Театровед Ирина Уварова обратила внимание: излюбленный сценографический прием театра 70-х — изображение "одинокого человека в нежилом пространстве". И это так часто, так независимо от сюжета пьесы, что слишком очевидно: дело здесь не в пьесах, не в сюжетах, а в чем-то очень глубоком. Да, XX век поставил человека перед лицом чрезвычайного опыта: и две мировые войны, и революции, и фашистские лагеря смерти, и ГУЛАГ, после которого тому оставалось лишь чувствовать себя королем Лиром в степи, изгнанным из всего привычного, оставшимся перед лицом жестокого, голого бытия. Но к 70-м-то — тихим, медленным, вполне уютным: все катастрофы, казалось бы, давно остались позади?.. И, тем не менее, точнее, тем упорнее искусство 70-х, понимая и моделируя человека, старалось изъять его из контекста (читай: из "удушливого", "сужающего", "мелкого", "скудного", "косного" контекста текущей повседневности) и поместить или в заведомо, как предполагалось, более интенсивный, осмысленный контекст мировой (читай: западноевропейской) культуры, проговаривая характерно-советские заботы, тревоги, ценности на "универсальном" западном материале, или вот на характерную для тех лет "пустую" театральную сцену.
Советского мыслящего человека влекло к притчам, к иносказаниям как способу осмысления жизни. И не только из-за того, что из-за свирепствовавшей цензуры слишком многого нельзя было сказать прямо. А заодно и не только из-за того, что малоизвестный Запад идеализировался и домысливался, хотя было, конечно, и то, и другое. Советский человек очень хотел быть "человеком вообще". Да он и чувствовал себя, подозреваю, "человеком вообще" тем интенсивнее и безусловнее, что общество было, если кто помнит, довольно закрытое, информация о реальной жизни в иных частях света — скудноватой, и сравнивать было особенно не с чем.
Чем скуднее были возможности распространения культурного внимания "вширь", тем решительней направлялось оно в двух всегда открытых направлениях: вглубь и вверх. Ирина Уварова в том же докладе говорила: 70-е годы открыли "верх", вертикальное измерение жизни, причем именно на уровне более-менее массового интеллигентского самочувствия.
Наверное, это—одно из главных событий в отечественной внутренней жизни тех лег. открытие очень широко и разнообразно понятого "верха". Это не обязательно религиозные искания, хотя их усиление приходится как раз на эту пору.

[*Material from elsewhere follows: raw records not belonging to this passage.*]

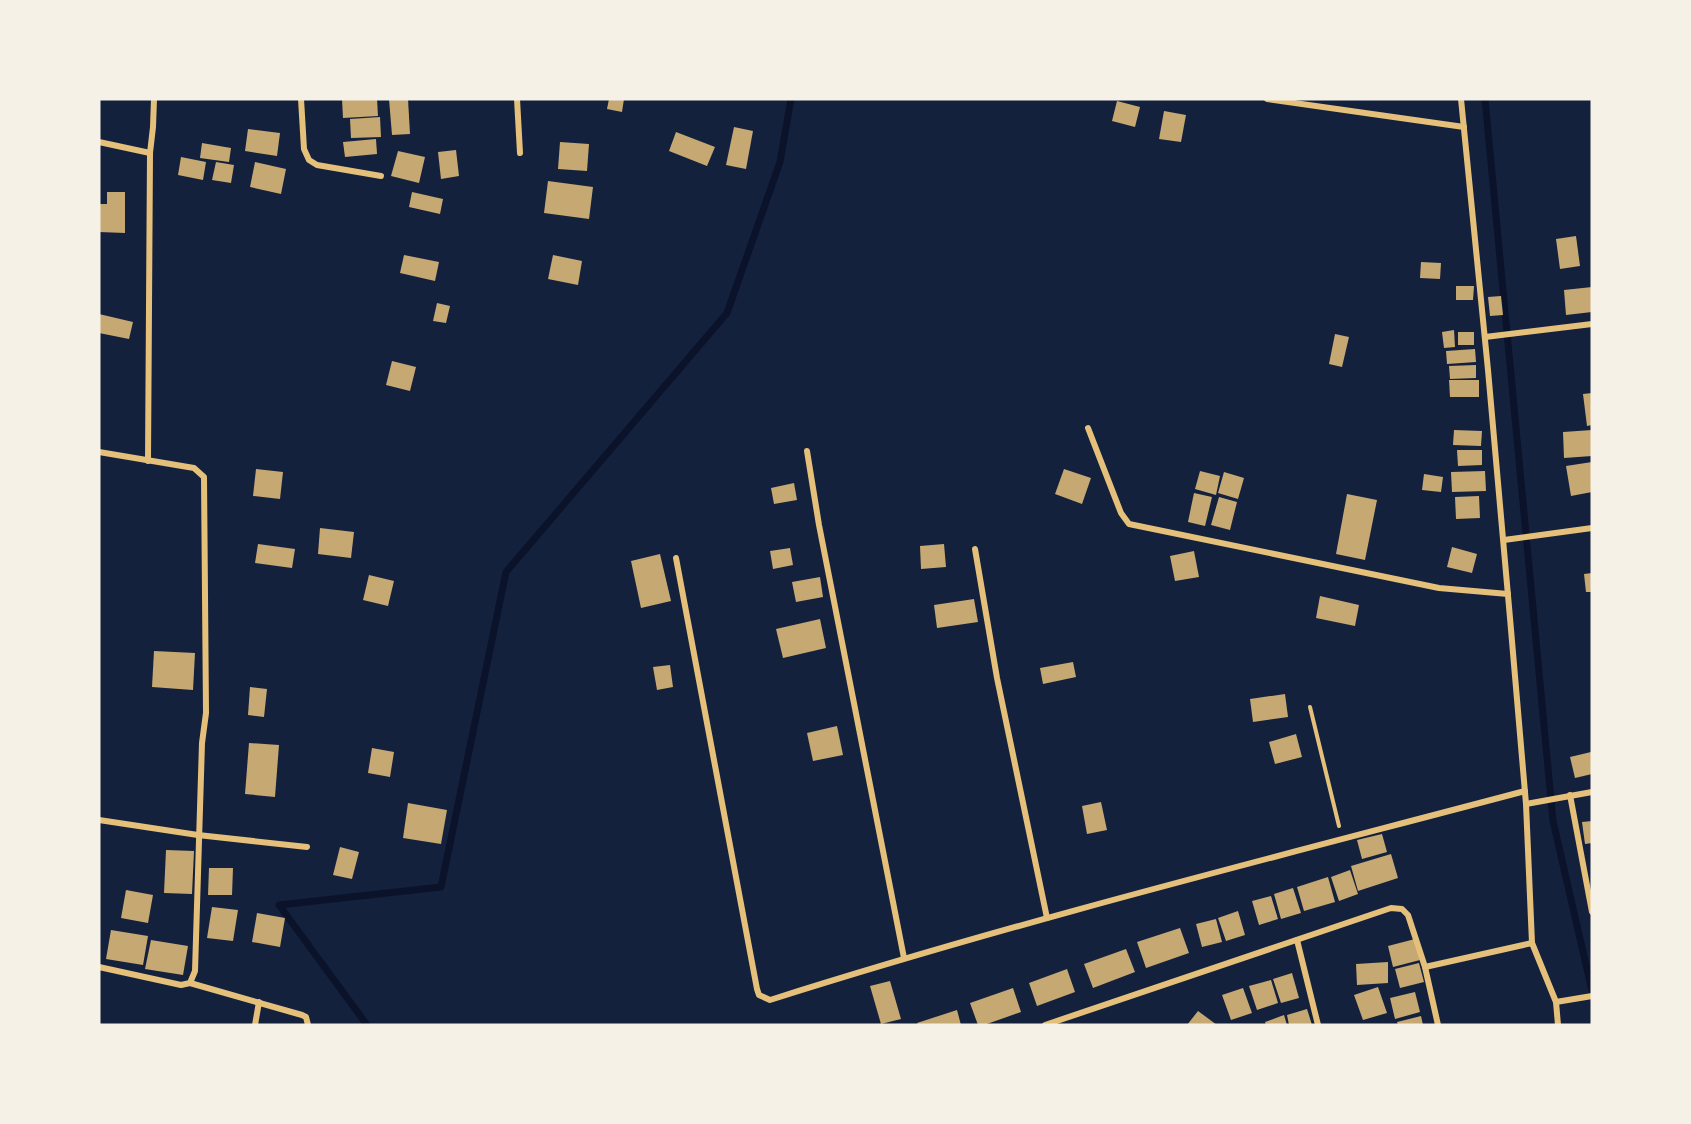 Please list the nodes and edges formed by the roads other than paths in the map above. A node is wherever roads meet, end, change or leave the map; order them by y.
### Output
1 (154, 99) edge
2 (301, 99) edge
3 (517, 99) edge
4 (1267, 99) edge
5 (1461, 99) edge
6 (1464, 127) junction
7 (99, 142) edge
8 (150, 153) junction
9 (520, 153) dead end
10 (381, 176) dead end
11 (1592, 324) edge
12 (1485, 337) junction
13 (1088, 428) dead end
14 (807, 451) dead end
15 (99, 452) edge
16 (148, 461) junction
17 (1592, 528) edge
18 (1503, 540) junction
19 (975, 549) dead end
20 (676, 558) dead end
21 (1508, 594) junction
22 (1525, 791) junction
23 (1592, 792) edge
24 (1570, 795) junction
25 (1526, 804) junction
26 (99, 820) edge
27 (198, 835) junction
28 (307, 847) dead end
29 (1592, 912) edge
30 (1047, 918) junction
31 (1297, 940) junction
32 (1532, 943) junction
33 (904, 958) junction
34 (99, 967) edge
35 (1425, 967) junction
36 (190, 983) junction
37 (1592, 996) edge
38 (259, 1002) junction
39 (1556, 1002) junction
40 (255, 1025) edge
41 (308, 1025) edge
42 (1045, 1025) edge
43 (1318, 1025) edge
44 (1438, 1025) edge
45 (1558, 1025) edge

1 - 8 street
2 - 10 street
3 - 9 street
4 - 6 street
5 - 6 street
6 - 12 street
7 - 8 street
8 - 16 street
11 - 12 street
12 - 18 street
13 - 21 street
14 - 33 street
15 - 16 street
16 - 27 street
17 - 18 street
18 - 21 street
19 - 30 street
20 - 33 street
21 - 22 street
22 - 25 street
22 - 30 street
23 - 24 street
24 - 25 street
24 - 29 street
25 - 32 street
26 - 27 street
27 - 28 street
27 - 36 street
30 - 33 street
31 - 35 street
31 - 42 street
31 - 43 street
32 - 35 street
32 - 39 street
34 - 36 street
35 - 44 street
36 - 38 street
37 - 39 street
38 - 40 street
38 - 41 street
39 - 45 street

Бога или, чаще, не очень внятно понятой "духовности" ищут — но ведь ищут же! — и в православии, и в буддизме, и в индуизме, и в разного рода оккультных практиках. В спектр поисков "верха" И.П. Уварова включила даже космические мотивы в живописи 70-х—вроде космических (метафизических, на самом деле) пейзажей Юло Соостера. Думающие люди искали большого, не скованного их повседневными обстоятельствами пространства существования, —чем бы оно ни оказалось.